Exercise
Reproduce, exactly and in full, the lines from the one with "thumb cmc: (394, 302)" through the one with "ring mcp: (352, 348)" in the data below; drop pictures.

Stored data entries
┌──

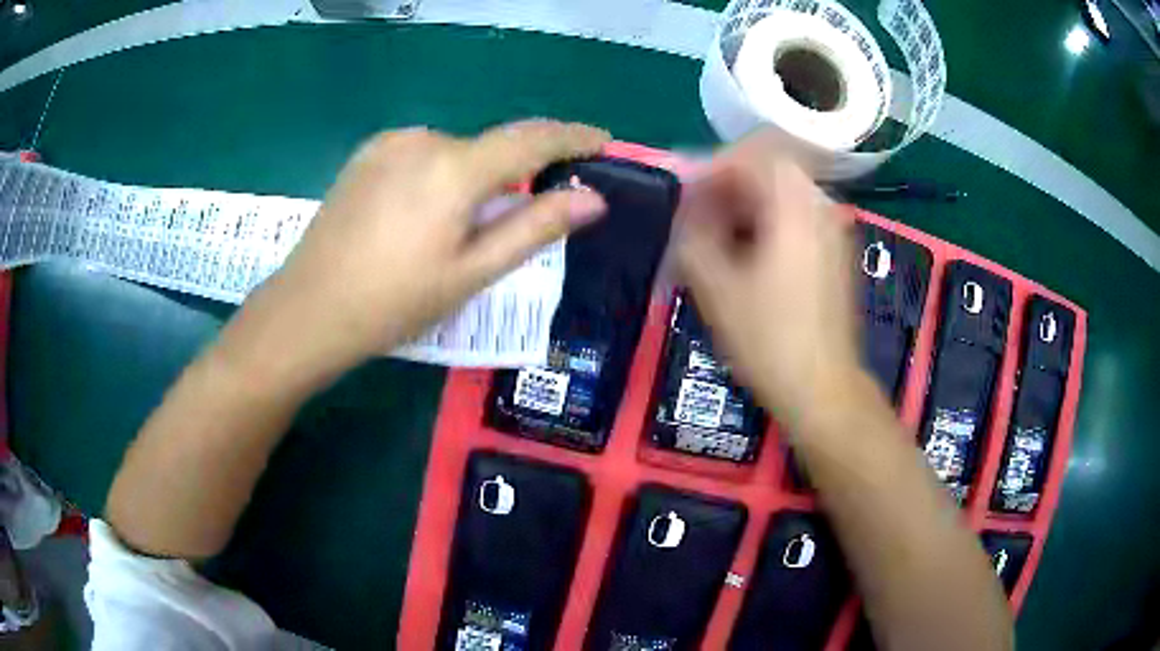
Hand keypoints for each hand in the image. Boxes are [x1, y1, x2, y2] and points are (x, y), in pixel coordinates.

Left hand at [220, 120, 608, 387]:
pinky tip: (421, 215)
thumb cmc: (394, 302)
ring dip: (473, 177)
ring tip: (456, 229)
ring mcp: (390, 144)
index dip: (573, 137)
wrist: (308, 310)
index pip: (532, 139)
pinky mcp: (367, 154)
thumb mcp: (472, 272)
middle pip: (491, 147)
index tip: (602, 142)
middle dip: (516, 172)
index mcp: (454, 168)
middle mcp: (424, 140)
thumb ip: (535, 227)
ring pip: (455, 152)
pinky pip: (423, 154)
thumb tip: (593, 199)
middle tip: (519, 217)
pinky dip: (440, 174)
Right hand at [675, 131, 859, 427]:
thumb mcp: (715, 286)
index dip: (712, 166)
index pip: (753, 154)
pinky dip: (766, 222)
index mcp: (795, 206)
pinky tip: (745, 255)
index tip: (685, 192)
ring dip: (745, 205)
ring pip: (782, 194)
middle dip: (727, 185)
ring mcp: (832, 230)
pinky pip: (795, 217)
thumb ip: (693, 232)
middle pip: (769, 170)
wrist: (822, 388)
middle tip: (697, 215)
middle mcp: (820, 207)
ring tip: (715, 237)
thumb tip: (688, 205)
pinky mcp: (834, 253)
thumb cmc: (768, 339)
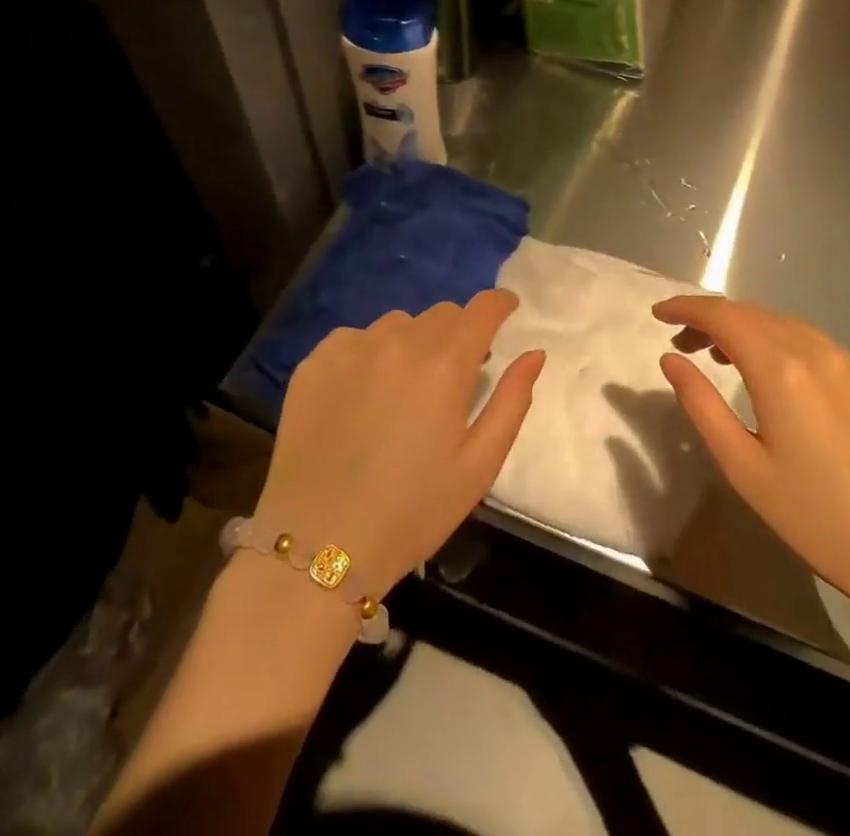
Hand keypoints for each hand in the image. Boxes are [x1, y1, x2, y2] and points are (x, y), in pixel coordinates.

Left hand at [256, 290, 544, 593]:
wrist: (318, 545)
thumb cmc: (412, 512)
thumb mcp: (479, 465)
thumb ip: (512, 400)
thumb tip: (534, 353)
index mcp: (445, 365)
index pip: (480, 309)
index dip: (499, 304)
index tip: (506, 309)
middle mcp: (399, 342)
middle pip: (441, 314)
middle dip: (458, 333)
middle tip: (456, 372)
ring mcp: (352, 348)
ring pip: (398, 324)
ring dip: (413, 342)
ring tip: (406, 385)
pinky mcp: (315, 362)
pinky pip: (354, 338)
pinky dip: (370, 353)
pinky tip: (363, 394)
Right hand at [654, 295, 849, 619]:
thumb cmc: (819, 520)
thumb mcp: (743, 469)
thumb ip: (701, 405)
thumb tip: (671, 359)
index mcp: (782, 369)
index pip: (722, 315)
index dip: (686, 307)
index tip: (658, 312)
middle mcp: (822, 352)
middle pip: (756, 314)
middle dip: (715, 320)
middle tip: (686, 344)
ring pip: (793, 329)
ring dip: (754, 333)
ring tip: (730, 360)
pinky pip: (827, 353)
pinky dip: (793, 353)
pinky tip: (794, 390)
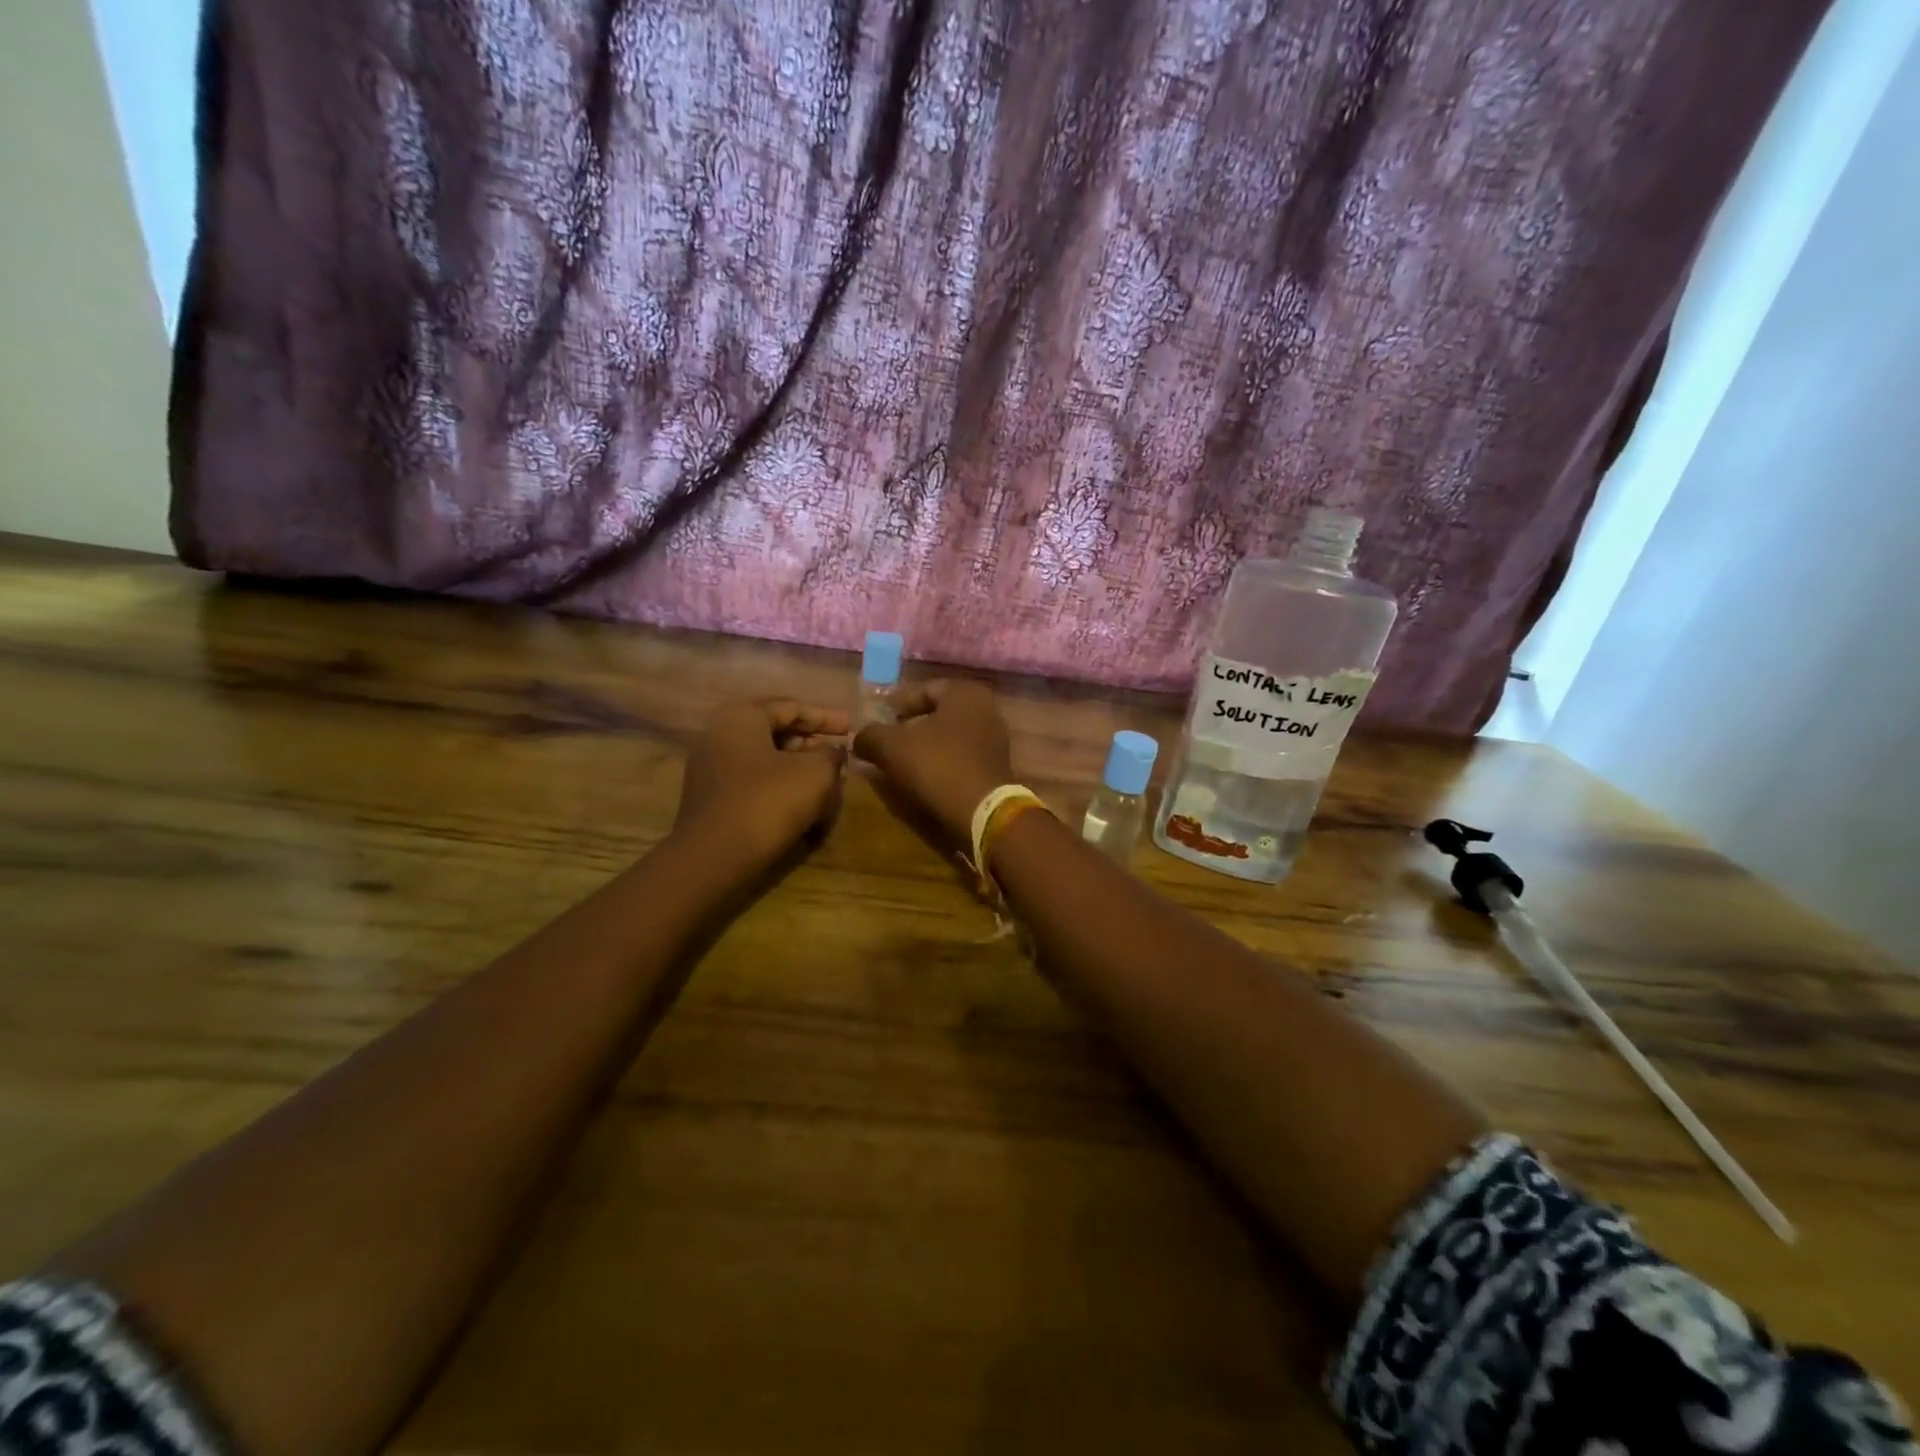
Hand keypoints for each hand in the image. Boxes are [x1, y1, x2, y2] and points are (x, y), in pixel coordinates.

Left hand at [674, 699, 848, 868]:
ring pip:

└──

Written answer
thumb cmc: (394, 302)
ring dip: (473, 177)
ring tip: (456, 229)
ring mcp: (390, 144)
index dip: (573, 137)
wrist: (308, 310)
index pip: (532, 139)
pinky mcp: (367, 154)
thumb mcp: (472, 272)
middle pip: (491, 147)
index tip: (602, 142)
middle dip: (516, 172)
index mcp: (454, 168)
middle mcp: (424, 140)
thumb ip: (535, 227)
ring pip: (455, 152)
pinky pip: (423, 154)
thumb tip: (593, 199)
middle tip: (519, 217)
pinky dip: (440, 174)
Right hand at [675, 131, 859, 427]:
thumb mcp: (715, 286)
index dip: (712, 166)
index pip: (753, 154)
pinky dip: (766, 222)
index mcp: (795, 206)
pinky tip: (745, 255)
index tip: (685, 192)
ring dip: (745, 205)
ring pip: (782, 194)
middle dip: (727, 185)
ring mcp: (832, 230)
pinky pip: (795, 217)
thumb ip: (693, 232)
middle pip: (769, 170)
wrist: (822, 388)
middle tip: (697, 215)
middle mcp: (820, 207)
ring tip: (715, 237)
thumb tip: (688, 205)
pinky mcp: (834, 253)
thumb cmc: (768, 339)
Hand keypoints for each hand in the image. Boxes are [x1, y1, x2, y2] and points are (x, y), in pixel coordinates.

Left hand at [256, 290, 544, 593]:
wrist: (318, 545)
thumb cmc: (412, 512)
thumb mcp: (479, 465)
thumb ip: (512, 400)
thumb tip: (534, 353)
index mcp: (445, 365)
index pip: (480, 309)
index dip: (499, 304)
index tip: (506, 309)
middle mcp: (399, 342)
middle pip: (441, 314)
middle dip: (458, 333)
middle tip: (456, 372)
ring mcp: (352, 348)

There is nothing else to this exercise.